Linux-mm Archive on lore.kernel.org
 help / color / Atom feed
* [PATCH v2 1/2] mm: make PageReadahead more strict
@ 2020-02-14 19:29 Minchan Kim
  2020-02-14 19:29 ` [PATCH v2 2/2] mm: fix long time stall from mm_populate Minchan Kim
  0 siblings, 1 reply; 2+ messages in thread
From: Minchan Kim @ 2020-02-14 19:29 UTC (permalink / raw)
  To: Andrew Morton
  Cc: linux-mm, LKML, Jan Kara, Matthew Wilcox, Josef Bacik,
	Johannes Weiner, Minchan Kim

Recently, I got some bugreports major page fault takes several seconds
sometime.
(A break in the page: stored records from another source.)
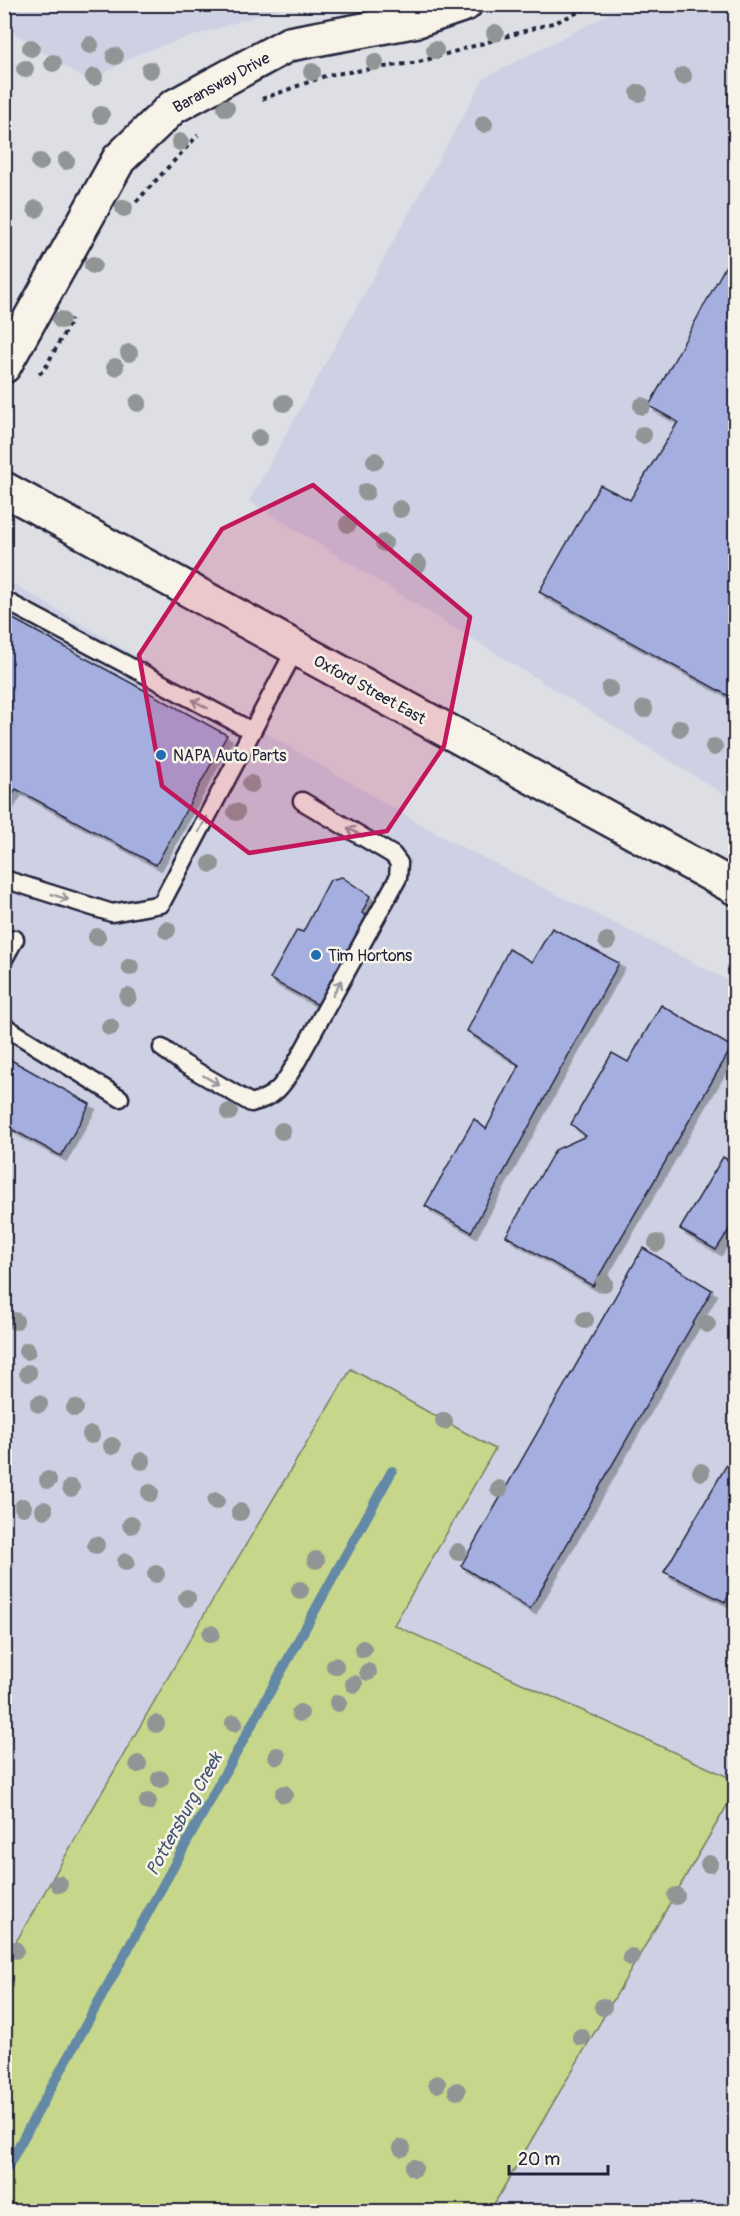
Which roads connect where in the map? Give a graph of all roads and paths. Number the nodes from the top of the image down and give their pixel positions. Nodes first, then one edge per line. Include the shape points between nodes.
1 (465, 4) edge
2 (596, 4) edge
3 (253, 104) dead end
4 (205, 131) dead end
5 (135, 203) dead end
6 (72, 318) dead end
7 (4, 366) edge
8 (37, 377) dead end
9 (4, 489) edge
10 (4, 600) edge
11 (296, 648) junction
12 (252, 731) junction
13 (302, 801) dead end
14 (4, 879) edge
15 (735, 888) edge
16 (15, 939) dead end
17 (4, 959) edge
18 (4, 1026) edge
19 (162, 1048) dead end
20 (120, 1098) dead end

1 - 7 main road, Baransway Drive via 418,20 289,44 173,107 119,159
2 - 3 path via 560,21 419,62 328,75
4 - 5 path via 195,136
6 - 8 path
9 - 11 main road, Oxford Street East
12 -> 10 lane
11 - 12 lane
11 - 15 main road, Oxford Street East
14 -> 12 lane via 112,913 162,904
19 -> 13 lane via 251,1103 268,1098 295,1065 398,878 399,863 393,855
16 - 17 lane
18 - 20 lane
When I review drop mmap_sem logic, I found several bugs.

   CPU 1                                                        CPU 2
mm_populate
 for ()
   ..
   ret = populate_vma_page_range
     __get_user_pages
       faultin_page
         handle_mm_fault
           filemap_fault
             do_async_mmap_readahead
                                                        shrink_page_list
                                                          pageout
                                                            SetPageReclaim(=SetPageReadahead)
                                                              writepage
                                                                SetPageWriteback
               if (PageReadahead(page))
                 maybe_unlock_mmap_for_io
                   up_read(mmap_sem)
                 page_cache_async_readahead()
                   if (PageWriteback(page))
                     return;

Here, since ret from populate_vma_page_range is zero, the loop continue
to run with same address with previous iteration. It will repeat the
loop until the page's writeout is done(ie, PG_writeback or PG_reclaim
is clear).

We could fix the above specific case via adding PageWriteback

   ret = populate_vma_page_range
           ...
           ...
           filemap_fault
             do_async_mmap_readahead
               if (!PageWriteback(page) && PageReadahead(page))
                 maybe_unlock_mmap_for_io
                   up_read(mmap_sem)
                 page_cache_async_readahead()
                   if (PageWriteback(page))
                     return;

Furthermore, to prevent potential issues caused by sharing PG_readahead
with PG_reclaim, let's make page flag wrapper for PageReadahead
with description. With that, we could remove PageWriteback check
in page_cache_async_readahead, which is more clear for maintenance/
readability.

Fixes: 6b4c9f446981 ("filemap: drop the mmap_sem for all blocking operations")
Signed-off-by: Minchan Kim <minchan@kernel.org>
---
 include/linux/page-flags.h | 28 ++++++++++++++++++++++++++--
 mm/readahead.c             |  6 ------
 2 files changed, 26 insertions(+), 8 deletions(-)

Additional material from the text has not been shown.